Progresso tecnológico remodelou o mundo
Gil Reis*
Um tema que gosto muito de abordar – um passeio pela história humanidade – hoje abordando o nosso aspecto comportamental diante das crises, onde o psicológico contraria os fatos mesmo que estejam na ponta do nosso nariz. Onde os influenciadores pouco ligam para a ciência quando o resultado científico os desagrada e lhes corrompe o discurso. A nossa espécie, geralmente, não é afeita a estudos aprofundados e análises sérias. As fontes originais de informação não têm interesse na maioria dos menos aquinhoados, que mal têm tempo para ganhar “o pão de cada dia”.
A única fonte de informação que tem é o discurso mal-intencionado dos influenciadores e que a grande mídia, muito bem remunerada, que joga a ciência para baixo do tapete. Felizmente existe a internet e os articulistas independentes que escrevem por amor à verdade e revoltados contra ignorâncias e mentiras divulgadas.
Em 8 de abril o Blog Meio Ambiente e Poluição publicou a matéria “Por que os humanos modernos desconfiam da tecnologia”, assinado por Marian L. Tupy, pesquisadora sênior do Centro para Liberdade e Prosperidade Global do Cato Institute e editora da HumanProgress.org. Que transcrevo trechos em benefício dos leitores.
“Por que tantas pessoas favorecem reflexivamente as soluções sociais para as mudanças climáticas, descontando a promessa de avanços tecnológicos? A resposta está em nosso passado evolutivo.
A história do florescimento humano é uma história de progresso tecnológico. Da domesticação do fogo à Revolução Industrial, nossa espécie encontrou maneiras de remodelar o mundo, transformando a escassez em abundância e as dificuldades em conforto. No entanto, quando se trata de algumas das preocupações atuais – mudança climática, segurança alimentar, desmatamento – a resposta instintiva raramente é o otimismo tecnológico. Em vez disso, a narrativa predominante enfatiza a mudança social: reduzir o consumo, alterar o comportamento humano e impor a contenção coletiva.
Durante a maior parte de nossa história, a sobrevivência humana dependeu menos da engenhosidade tecnológica e mais da cooperação e da coesão social. Nossos ancestrais não inventaram uma saída para os problemas; eles os resolveram por meio de alianças, negociações e regras coletivas. A escassez de alimentos, por exemplo, foi resolvida não com o desenvolvimento de técnicas agrícolas avançadas – que vieram muito mais tarde – mas com o racionamento de recursos, a redistribuição de riqueza dentro da tribo e o reforço das normas contra o entesouramento.
Hoje, esse viés se manifesta na maneira como falamos sobre, por exemplo, as mudanças climáticas. O discurso dominante não enfatiza a fusão nuclear, a captura de carbono ou a geoengenharia, apesar de seu potencial para reduzir drasticamente as emissões. Em vez disso, ouvimos apelos para que as pessoas consumam menos, voem menos, dirijam menos, comam de maneira diferente – como se a melhor maneira de enfrentar um problema global fosse por meio de sacrifício pessoal. Esta não é uma abordagem econômica racional; é um reflexo cognitivo profundamente arraigado.

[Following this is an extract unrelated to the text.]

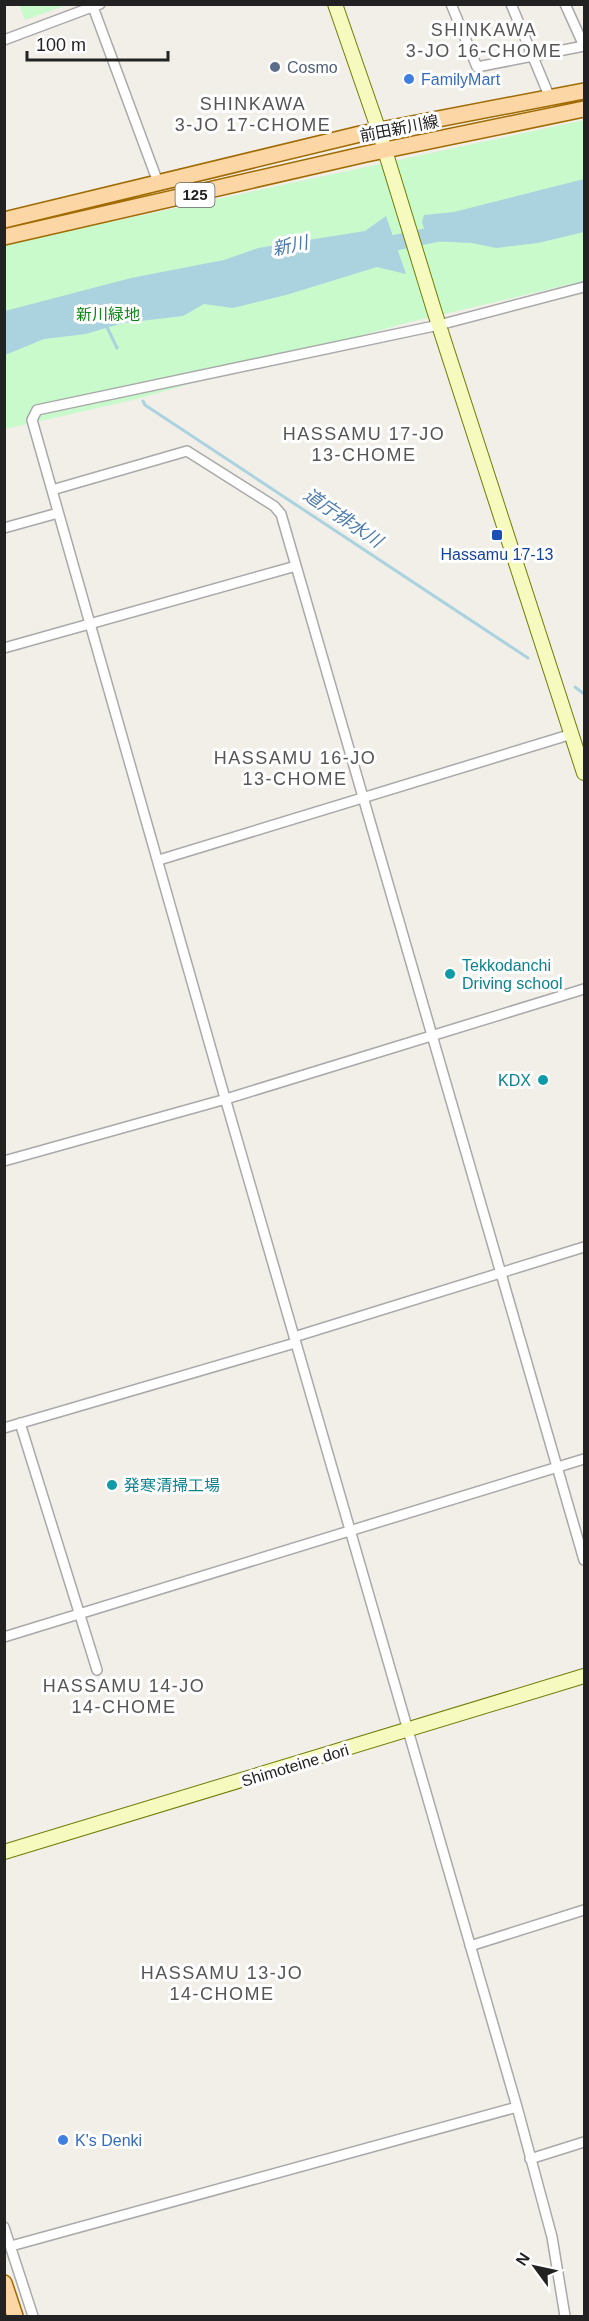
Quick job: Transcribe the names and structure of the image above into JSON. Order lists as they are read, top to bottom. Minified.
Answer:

Da mesma forma, a heurística de disponibilidade distorce nossa percepção de risco. Quando pensamos em desastres ambientais, podemos facilmente imaginar furacões, incêndios florestais e derretimento das calotas polares porque eles dominam o ciclo de notícias. Quanto mais disponível for uma imagem mental, maior a probabilidade de vê-la como relevante. Como as catástrofes climáticas são amplamente divulgadas enquanto o progresso tecnológico acontece silenciosamente, desenvolvemos um senso distorcido de urgência e inevitabilidade.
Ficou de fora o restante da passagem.